TASK GOAL
In the material below, find each line holding the string "Miami" and copy it.

STUDY MATERIAL
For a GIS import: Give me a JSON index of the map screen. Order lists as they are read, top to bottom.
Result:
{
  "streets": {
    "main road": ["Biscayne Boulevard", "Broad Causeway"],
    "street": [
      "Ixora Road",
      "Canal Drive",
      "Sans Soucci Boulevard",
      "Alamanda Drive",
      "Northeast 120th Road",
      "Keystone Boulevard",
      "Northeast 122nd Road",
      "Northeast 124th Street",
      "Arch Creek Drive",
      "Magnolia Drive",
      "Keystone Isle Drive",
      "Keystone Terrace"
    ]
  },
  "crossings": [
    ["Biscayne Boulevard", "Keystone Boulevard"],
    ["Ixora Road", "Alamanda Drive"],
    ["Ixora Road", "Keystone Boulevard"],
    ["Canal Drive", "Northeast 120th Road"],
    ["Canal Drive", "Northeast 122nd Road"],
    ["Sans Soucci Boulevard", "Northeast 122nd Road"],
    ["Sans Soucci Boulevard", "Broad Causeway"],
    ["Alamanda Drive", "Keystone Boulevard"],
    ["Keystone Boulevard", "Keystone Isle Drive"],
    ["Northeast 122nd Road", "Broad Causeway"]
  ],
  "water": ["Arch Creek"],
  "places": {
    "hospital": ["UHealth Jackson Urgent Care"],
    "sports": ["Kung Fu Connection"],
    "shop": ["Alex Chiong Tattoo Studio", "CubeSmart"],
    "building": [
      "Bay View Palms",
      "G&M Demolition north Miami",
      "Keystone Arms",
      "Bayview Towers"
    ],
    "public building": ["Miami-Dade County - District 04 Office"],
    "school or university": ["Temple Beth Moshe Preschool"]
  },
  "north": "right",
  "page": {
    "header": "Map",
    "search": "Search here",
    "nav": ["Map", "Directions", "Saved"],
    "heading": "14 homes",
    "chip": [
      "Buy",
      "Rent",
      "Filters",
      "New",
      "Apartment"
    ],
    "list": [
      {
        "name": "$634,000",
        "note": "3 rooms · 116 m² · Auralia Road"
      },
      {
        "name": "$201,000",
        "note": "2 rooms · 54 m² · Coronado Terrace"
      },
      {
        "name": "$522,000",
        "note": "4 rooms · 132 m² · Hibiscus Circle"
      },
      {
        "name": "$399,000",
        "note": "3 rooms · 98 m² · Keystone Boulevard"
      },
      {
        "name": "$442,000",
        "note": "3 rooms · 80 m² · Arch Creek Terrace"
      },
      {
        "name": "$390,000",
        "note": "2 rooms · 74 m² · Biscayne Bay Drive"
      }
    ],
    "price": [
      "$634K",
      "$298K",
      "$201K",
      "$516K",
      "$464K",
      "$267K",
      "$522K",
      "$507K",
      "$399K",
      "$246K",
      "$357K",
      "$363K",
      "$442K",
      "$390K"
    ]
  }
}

SOLUTION BELOW
      "G&M Demolition north Miami",
    "public building": ["Miami-Dade County - District 04 Office"],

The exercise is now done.